Why less job-hopping is hurting younger employees
- 4 Min Read
The new workplace norm for employees is to pursue a succession of different roles with some even multi-jobbing. But with job switching becoming tougher, how can employers support valued staff?
Younger workers must switch jobs regularly or face becoming stuck in lower paid roles. Ruth Thomas examines how employers can better reward their skills.
The new workplace norm for employees is to pursue a succession of different roles with some even multi-jobbing.
Recent surveys have indicated that the UK employee will hold six different jobs in six different companies across a career spanning the ages 18 to 65. The impact on today’s millennial employees, who have only experienced working in this job swapping environment, is that most don’t believe career progression will even be linear.
Instead they seek to pursue a series of different careers, rather than just jobs throughout their working lives. They also seek to learn and develop new skills all the time, rather than working their way up the ladder in just one particular field.
However, job-hopping has been impacted by the slow rate of economic recovery in the UK. The Office of National Statistics (ONS) monitors the rate of job-to-job moves capturing the proportion of employees who change employer between one quarter and the next.
Figures fell from around 2.5% of employees to a low of around 1.7% during 2008 and 2009 as the economic outlook became more uncertain and workers became less confident about moving from one post to another. More recently, although the rate rose in the three months to September 2015 (2.5% of employees), in the following three months to December 2015 this figure had fallen slightly again to around 2.2% of employees.
Analysts have highlighted the impact this has had on pay progression. The Resolution Foundation’s study of the final quarter of 2015 highlighted that the earning potential of young people had been hit most because of a slowdown in the number of times they changed jobs and suggested that young workers’ pay would be 3% higher if job mobility had not slowed.
In the report, Resolution Foundation senior policy analyst Laura Gardiner said: “Frequent job moves are the main route to the rapid pay increases young people should experience as they begin their working lives. So it is a real concern that job switching slowed down for all groups, and particularly for young people, even before the recession hit.”
Job Stayers and Switchers
Moving jobs undoubtedly drives greater pay progression. So-called job stayers in the demographic saw just a 4.4% median annual pay growth between 2007 and 2014, while job switchers saw 11.8% growth.
Other studies have shown that moving jobs can lead to up to three times greater pay growth than staying put. In the light of the UK’s April employment figures, where wage growth including bonuses fell from 2.1% in January to 1.8%, moving jobs to increase your salary remains an attractive option.

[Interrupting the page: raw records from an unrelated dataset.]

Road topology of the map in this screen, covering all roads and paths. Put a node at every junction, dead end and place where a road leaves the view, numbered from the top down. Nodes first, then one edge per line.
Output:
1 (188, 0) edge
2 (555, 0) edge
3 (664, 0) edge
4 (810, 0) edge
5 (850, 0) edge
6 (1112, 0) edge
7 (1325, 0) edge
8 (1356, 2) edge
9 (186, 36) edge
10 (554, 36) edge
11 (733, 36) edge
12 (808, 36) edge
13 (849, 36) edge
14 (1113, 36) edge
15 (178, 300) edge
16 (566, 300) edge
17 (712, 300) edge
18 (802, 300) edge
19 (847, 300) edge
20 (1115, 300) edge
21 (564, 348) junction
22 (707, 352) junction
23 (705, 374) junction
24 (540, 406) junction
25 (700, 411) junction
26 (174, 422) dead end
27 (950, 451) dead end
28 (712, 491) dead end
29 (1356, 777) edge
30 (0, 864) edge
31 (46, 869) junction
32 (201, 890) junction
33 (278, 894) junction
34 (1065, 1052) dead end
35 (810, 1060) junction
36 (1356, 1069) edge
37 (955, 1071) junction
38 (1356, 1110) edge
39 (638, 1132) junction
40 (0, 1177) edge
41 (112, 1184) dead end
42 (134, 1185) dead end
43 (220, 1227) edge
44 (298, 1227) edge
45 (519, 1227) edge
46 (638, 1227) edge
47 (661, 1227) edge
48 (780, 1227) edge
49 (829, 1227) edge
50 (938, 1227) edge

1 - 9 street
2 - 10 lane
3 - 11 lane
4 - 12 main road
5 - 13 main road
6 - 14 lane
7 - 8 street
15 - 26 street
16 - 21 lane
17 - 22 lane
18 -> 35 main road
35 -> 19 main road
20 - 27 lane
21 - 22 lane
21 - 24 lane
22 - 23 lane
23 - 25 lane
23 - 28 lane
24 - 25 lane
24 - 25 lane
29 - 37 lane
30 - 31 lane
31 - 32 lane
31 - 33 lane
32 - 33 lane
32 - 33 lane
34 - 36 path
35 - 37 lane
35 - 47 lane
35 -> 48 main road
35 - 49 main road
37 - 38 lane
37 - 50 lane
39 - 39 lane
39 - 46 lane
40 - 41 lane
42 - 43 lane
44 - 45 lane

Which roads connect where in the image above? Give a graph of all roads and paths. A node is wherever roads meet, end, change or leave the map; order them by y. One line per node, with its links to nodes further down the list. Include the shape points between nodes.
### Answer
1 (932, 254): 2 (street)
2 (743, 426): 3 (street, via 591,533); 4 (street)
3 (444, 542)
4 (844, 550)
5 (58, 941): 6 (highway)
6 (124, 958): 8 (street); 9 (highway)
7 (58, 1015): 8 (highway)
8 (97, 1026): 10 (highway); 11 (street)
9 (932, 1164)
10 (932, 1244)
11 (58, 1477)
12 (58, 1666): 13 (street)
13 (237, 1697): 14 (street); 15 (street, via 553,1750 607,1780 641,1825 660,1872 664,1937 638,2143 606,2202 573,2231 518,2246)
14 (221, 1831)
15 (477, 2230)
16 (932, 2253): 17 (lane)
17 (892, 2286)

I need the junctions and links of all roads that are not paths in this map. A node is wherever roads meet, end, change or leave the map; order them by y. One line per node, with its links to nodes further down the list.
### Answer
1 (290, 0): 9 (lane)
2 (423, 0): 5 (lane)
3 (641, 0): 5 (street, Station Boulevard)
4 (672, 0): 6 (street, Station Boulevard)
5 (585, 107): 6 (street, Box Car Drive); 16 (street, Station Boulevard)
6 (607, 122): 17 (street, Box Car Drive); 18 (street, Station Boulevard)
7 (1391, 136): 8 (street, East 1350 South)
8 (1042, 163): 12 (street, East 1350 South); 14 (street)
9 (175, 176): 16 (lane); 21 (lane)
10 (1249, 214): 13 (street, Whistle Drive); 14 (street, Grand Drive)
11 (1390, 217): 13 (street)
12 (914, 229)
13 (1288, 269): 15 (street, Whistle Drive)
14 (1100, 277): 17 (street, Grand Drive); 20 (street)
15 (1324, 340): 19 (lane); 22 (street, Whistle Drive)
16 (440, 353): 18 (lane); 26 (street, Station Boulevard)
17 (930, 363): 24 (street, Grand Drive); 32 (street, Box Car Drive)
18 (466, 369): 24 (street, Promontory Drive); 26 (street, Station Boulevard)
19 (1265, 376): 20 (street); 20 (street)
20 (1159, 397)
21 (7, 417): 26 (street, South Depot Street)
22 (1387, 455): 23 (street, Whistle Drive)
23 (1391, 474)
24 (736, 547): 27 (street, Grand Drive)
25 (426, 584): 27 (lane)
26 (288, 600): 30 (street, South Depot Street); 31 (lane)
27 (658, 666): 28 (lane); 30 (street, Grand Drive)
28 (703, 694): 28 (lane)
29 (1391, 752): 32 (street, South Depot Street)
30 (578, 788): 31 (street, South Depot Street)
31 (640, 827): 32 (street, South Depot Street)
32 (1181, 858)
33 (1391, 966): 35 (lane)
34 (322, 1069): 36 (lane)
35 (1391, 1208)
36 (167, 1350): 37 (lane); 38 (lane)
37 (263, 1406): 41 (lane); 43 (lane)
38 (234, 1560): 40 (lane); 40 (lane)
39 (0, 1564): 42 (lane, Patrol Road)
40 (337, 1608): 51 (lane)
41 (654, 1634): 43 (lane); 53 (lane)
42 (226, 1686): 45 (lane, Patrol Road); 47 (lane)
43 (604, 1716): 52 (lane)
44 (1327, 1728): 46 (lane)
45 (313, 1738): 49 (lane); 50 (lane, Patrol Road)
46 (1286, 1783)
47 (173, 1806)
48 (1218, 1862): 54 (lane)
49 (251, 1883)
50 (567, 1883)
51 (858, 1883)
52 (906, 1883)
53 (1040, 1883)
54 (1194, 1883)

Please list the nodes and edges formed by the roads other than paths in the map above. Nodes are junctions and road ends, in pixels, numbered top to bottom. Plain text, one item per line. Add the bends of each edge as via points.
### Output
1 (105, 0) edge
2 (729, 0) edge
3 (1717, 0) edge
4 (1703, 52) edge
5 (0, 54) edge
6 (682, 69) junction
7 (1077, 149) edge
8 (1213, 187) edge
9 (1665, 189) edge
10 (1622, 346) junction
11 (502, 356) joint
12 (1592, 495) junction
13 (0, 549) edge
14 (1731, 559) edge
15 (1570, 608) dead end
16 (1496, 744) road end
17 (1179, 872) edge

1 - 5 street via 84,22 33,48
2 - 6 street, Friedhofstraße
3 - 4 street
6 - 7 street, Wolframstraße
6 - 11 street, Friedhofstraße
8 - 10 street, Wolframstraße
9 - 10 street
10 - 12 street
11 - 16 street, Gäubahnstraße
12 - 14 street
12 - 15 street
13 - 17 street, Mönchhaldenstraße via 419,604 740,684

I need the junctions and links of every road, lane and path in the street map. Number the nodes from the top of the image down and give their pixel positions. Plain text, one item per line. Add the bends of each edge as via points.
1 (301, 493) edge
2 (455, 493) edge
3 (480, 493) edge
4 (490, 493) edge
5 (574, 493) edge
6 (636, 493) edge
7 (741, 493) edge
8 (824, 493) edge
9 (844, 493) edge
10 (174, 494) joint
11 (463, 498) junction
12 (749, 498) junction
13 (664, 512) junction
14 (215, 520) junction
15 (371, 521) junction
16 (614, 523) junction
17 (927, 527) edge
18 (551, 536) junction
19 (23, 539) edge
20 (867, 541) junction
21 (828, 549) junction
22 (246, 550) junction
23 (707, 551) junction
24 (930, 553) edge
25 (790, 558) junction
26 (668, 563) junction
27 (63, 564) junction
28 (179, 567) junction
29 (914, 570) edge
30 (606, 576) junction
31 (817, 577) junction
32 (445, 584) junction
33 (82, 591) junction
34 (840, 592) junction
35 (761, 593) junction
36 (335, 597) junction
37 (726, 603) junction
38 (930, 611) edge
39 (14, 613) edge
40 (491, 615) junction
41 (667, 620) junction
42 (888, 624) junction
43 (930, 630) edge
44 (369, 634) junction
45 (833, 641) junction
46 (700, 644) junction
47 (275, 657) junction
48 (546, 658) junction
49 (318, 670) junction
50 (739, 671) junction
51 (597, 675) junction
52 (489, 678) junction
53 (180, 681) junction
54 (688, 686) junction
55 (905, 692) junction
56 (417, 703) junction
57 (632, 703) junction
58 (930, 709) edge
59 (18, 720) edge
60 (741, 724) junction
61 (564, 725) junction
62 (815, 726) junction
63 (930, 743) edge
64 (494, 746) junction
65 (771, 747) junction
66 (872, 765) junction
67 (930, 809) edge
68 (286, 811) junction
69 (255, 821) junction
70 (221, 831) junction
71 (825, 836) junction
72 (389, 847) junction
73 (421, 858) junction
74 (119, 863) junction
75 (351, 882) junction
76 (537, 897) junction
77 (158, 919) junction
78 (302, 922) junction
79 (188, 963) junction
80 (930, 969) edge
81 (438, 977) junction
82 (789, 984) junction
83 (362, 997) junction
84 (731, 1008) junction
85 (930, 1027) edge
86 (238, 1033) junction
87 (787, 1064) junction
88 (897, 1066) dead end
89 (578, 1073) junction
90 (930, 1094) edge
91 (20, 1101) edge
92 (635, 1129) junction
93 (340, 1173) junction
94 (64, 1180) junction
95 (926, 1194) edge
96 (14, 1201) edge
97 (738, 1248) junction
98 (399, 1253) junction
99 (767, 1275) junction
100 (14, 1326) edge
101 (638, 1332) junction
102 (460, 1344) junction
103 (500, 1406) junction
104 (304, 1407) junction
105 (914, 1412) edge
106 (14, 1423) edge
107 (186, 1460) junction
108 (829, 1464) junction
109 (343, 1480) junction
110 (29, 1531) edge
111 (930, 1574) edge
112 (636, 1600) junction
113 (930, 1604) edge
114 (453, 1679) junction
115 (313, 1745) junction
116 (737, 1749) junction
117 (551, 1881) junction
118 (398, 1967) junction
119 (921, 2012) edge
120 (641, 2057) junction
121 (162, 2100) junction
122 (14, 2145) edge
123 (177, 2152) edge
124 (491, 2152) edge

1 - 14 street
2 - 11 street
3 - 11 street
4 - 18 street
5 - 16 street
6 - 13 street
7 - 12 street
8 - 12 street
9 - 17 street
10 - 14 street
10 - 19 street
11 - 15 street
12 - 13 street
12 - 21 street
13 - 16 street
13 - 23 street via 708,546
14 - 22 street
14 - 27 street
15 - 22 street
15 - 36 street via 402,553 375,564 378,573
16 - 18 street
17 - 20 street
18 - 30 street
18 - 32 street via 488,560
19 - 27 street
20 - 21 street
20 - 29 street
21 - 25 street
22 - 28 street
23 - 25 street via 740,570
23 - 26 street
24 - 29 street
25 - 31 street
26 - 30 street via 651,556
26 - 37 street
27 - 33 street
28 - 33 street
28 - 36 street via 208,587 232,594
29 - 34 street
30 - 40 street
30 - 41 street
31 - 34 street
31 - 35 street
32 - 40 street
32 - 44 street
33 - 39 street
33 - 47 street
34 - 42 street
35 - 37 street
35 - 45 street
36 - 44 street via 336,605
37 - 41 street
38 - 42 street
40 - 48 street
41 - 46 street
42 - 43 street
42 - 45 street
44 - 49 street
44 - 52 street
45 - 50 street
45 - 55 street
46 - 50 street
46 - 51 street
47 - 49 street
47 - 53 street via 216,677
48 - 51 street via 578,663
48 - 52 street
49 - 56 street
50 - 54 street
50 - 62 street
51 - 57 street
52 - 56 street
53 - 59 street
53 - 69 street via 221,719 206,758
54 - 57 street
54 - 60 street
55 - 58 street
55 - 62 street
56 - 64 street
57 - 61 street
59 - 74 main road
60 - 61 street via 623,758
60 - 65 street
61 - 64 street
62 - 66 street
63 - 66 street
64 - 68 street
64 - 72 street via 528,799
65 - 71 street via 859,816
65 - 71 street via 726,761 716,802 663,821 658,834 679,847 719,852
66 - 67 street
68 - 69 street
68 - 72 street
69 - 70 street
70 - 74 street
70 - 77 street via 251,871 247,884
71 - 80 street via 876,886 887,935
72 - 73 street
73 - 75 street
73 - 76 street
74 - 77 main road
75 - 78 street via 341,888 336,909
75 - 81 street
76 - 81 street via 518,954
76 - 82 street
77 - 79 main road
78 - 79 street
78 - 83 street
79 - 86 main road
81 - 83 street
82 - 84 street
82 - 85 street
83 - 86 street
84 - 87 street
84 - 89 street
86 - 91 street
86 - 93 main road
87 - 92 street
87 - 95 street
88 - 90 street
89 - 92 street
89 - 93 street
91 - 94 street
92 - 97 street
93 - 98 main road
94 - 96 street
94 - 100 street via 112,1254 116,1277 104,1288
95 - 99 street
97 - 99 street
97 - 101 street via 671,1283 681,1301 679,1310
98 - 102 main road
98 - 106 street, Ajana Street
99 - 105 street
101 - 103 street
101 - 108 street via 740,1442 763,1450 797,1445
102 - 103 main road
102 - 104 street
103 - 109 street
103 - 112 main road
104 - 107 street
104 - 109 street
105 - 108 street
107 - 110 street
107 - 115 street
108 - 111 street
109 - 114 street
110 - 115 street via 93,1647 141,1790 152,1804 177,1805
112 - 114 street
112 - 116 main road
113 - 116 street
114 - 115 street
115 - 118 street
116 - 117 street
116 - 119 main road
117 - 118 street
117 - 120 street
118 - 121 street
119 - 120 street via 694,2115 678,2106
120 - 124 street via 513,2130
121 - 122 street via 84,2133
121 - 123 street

This phenomenon brings many challenges for employers set against the aforementioned economic landscape of near stagnating wage growth: how do you retain key employees seeking pay progression externally when internally pay budgets are limited?
Similarly, how can you manage paying market premiums to job movers looking for a raise in order to attract key skills and not end up with pay differentiation issues between newly hired and longer serving employees?
Hot Skills Premiums
In the past companies opted to pay special hot skills premiums to employees whose expertise was crucial and in short supply. These premiums ceased the minute the skills become more readily available on the market or the employer decided that the skills were no longer as important to its business.
More recently some employers have been seeking to tackle the conundrum by turning to a high performance model for pay. This approach seeks to optimise compensation by focusing limited pay budgets on high performers, or key talent, who statistically outperform expectations and whose skills are integral to the company’s strategic direction and future projects.
In this model pay becomes more individualised and market driven rather than spread thinly across all employees. The issue here is that individualised deals always raise fairness concerns, of course.
In response some of the notable organisations moving to this approach, such as Netflix, have adopted a full pay transparency model so employees can calculate why they are paid less or more than their peers.
One thing is for sure. As the long, slow economic recovery perpetuates and the career for life becomes a fading memory, employers will need to adopt ever more creative ways of attracting, retaining and rewarding their talent.